Alfred went to the trailer he had gotten them when they had first left home, but that was only his home now, because Meg lived with her husband. It was a great feeling, coming in and throwing his bag down and plopping down on the couch.
Finally, home. He would get to see his sister, something he had looked forward to for so long. His parents were both in jail now, so he heard, and Alfred was kinda glad for that. Small favors.
Alfred stood in front of the mirror the next day, and primped himself a bit. He was as handsome as ever, but he was a man now, not a teenager, and much bigger than last Meg had seen him. Very strong, very broad, hair shorn and face covered with the heavy stubble he liked. Looked right out of the army, alright, and he was prepared to barge right into that marriage and assert himself.
He called Meg, to tell her he was coming by.
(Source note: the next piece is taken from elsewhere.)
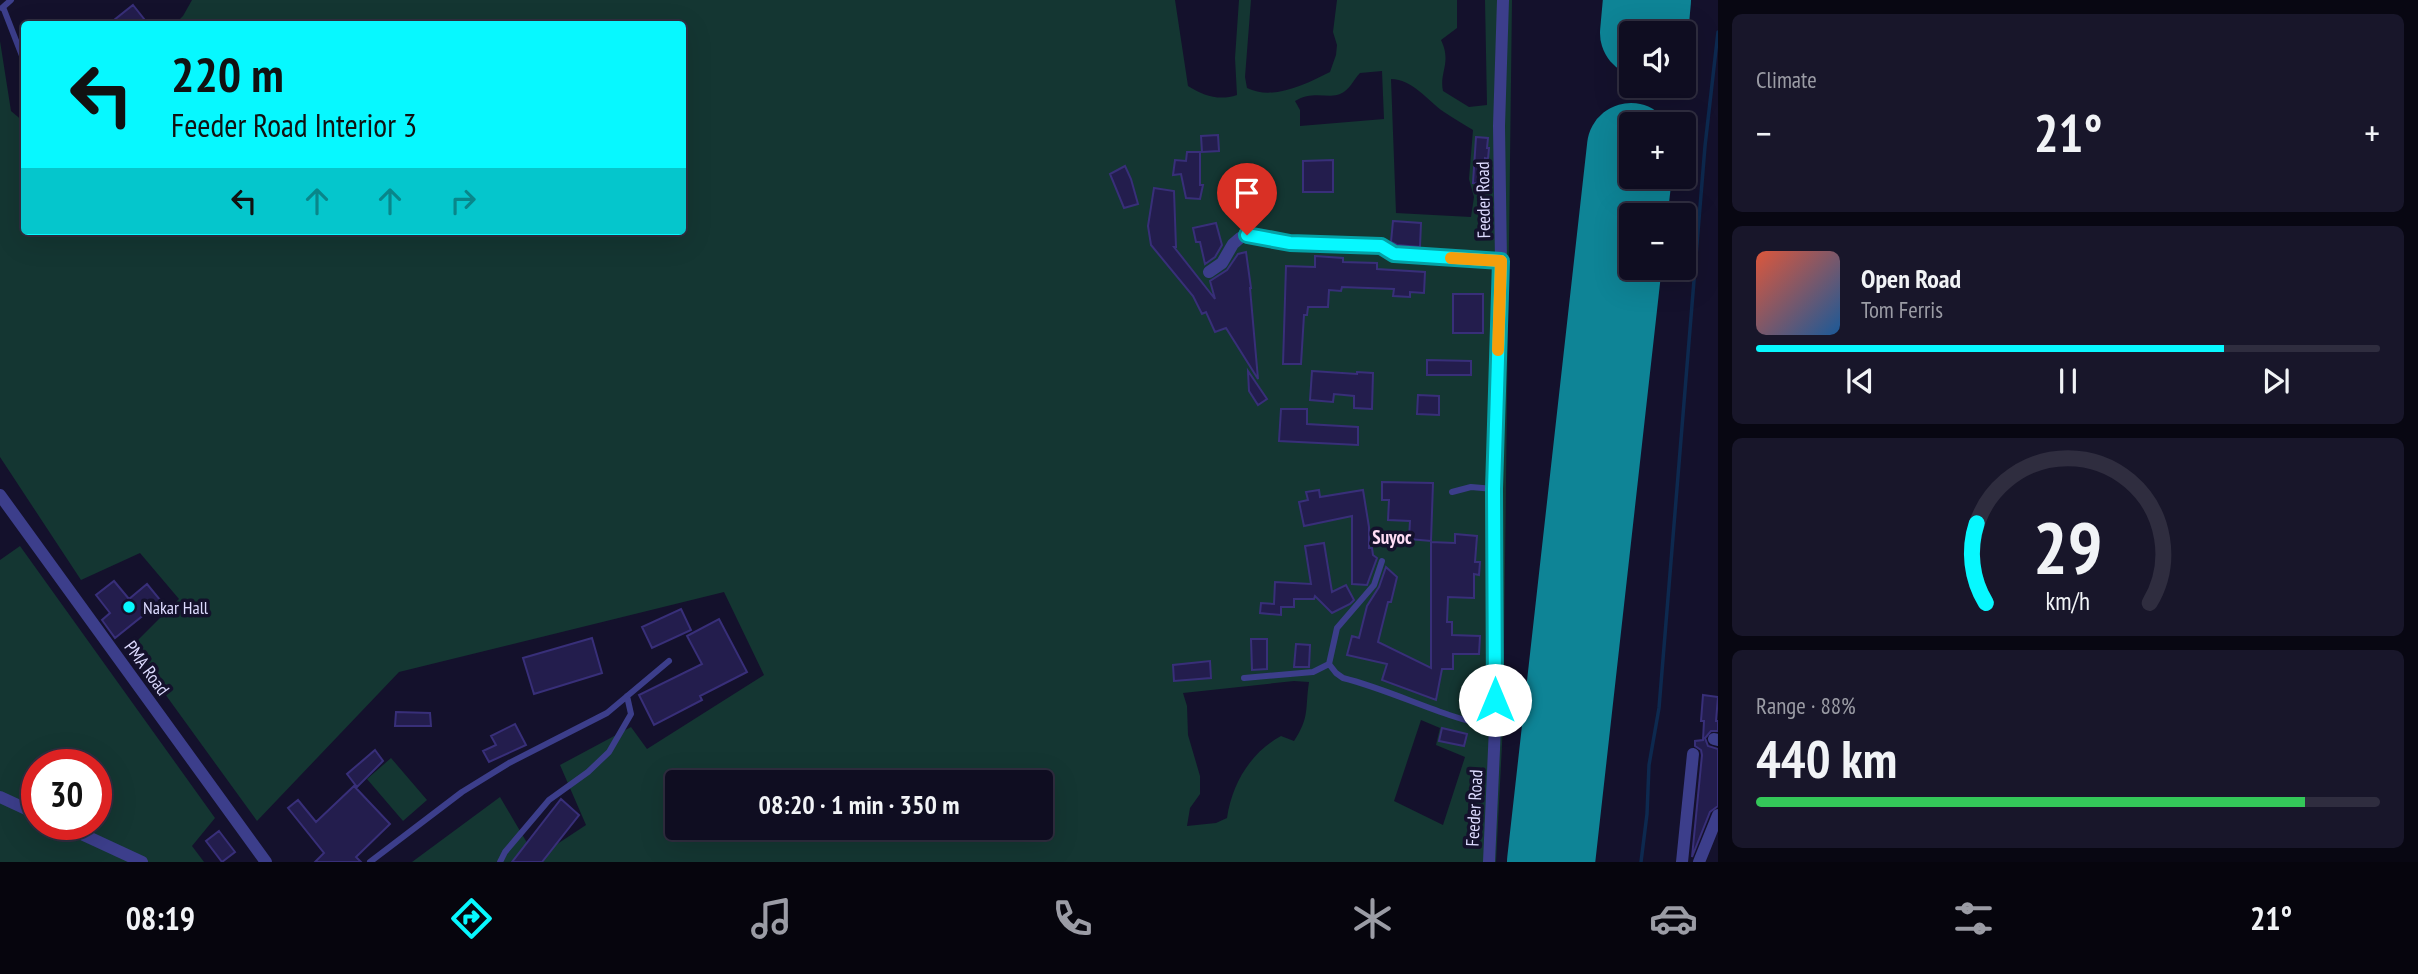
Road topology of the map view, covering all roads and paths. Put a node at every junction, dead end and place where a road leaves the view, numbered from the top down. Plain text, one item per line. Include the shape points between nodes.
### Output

But she couldn't meet him that day, she said. Doctor's appointment. Alfred waited, and called her again the next day. Still no go, she said. Too busy. He called the day after. Another busy day.
Alfred let her breathe a little, because it was the holiday season and everyone was busy, more so a first time mother.
Oh, he was so excited, couldn't wait to see her! Couldn't wait to be an uncle. To give someone else the childhood they had never had.
But something had changed. Alfred had called Meg every single day while he had been at Fort Bragg, and yet now that he was home again, close by, suddenly Meg stopped answering his calls. On the rare occasion she did pick up, she always had some excuse about why she couldn't talk and had to go.
Alfred didn't like it, but really didn't think too much of it. She had her own life, after all, and was quite heavily pregnant by now and so surely she musta been worn out.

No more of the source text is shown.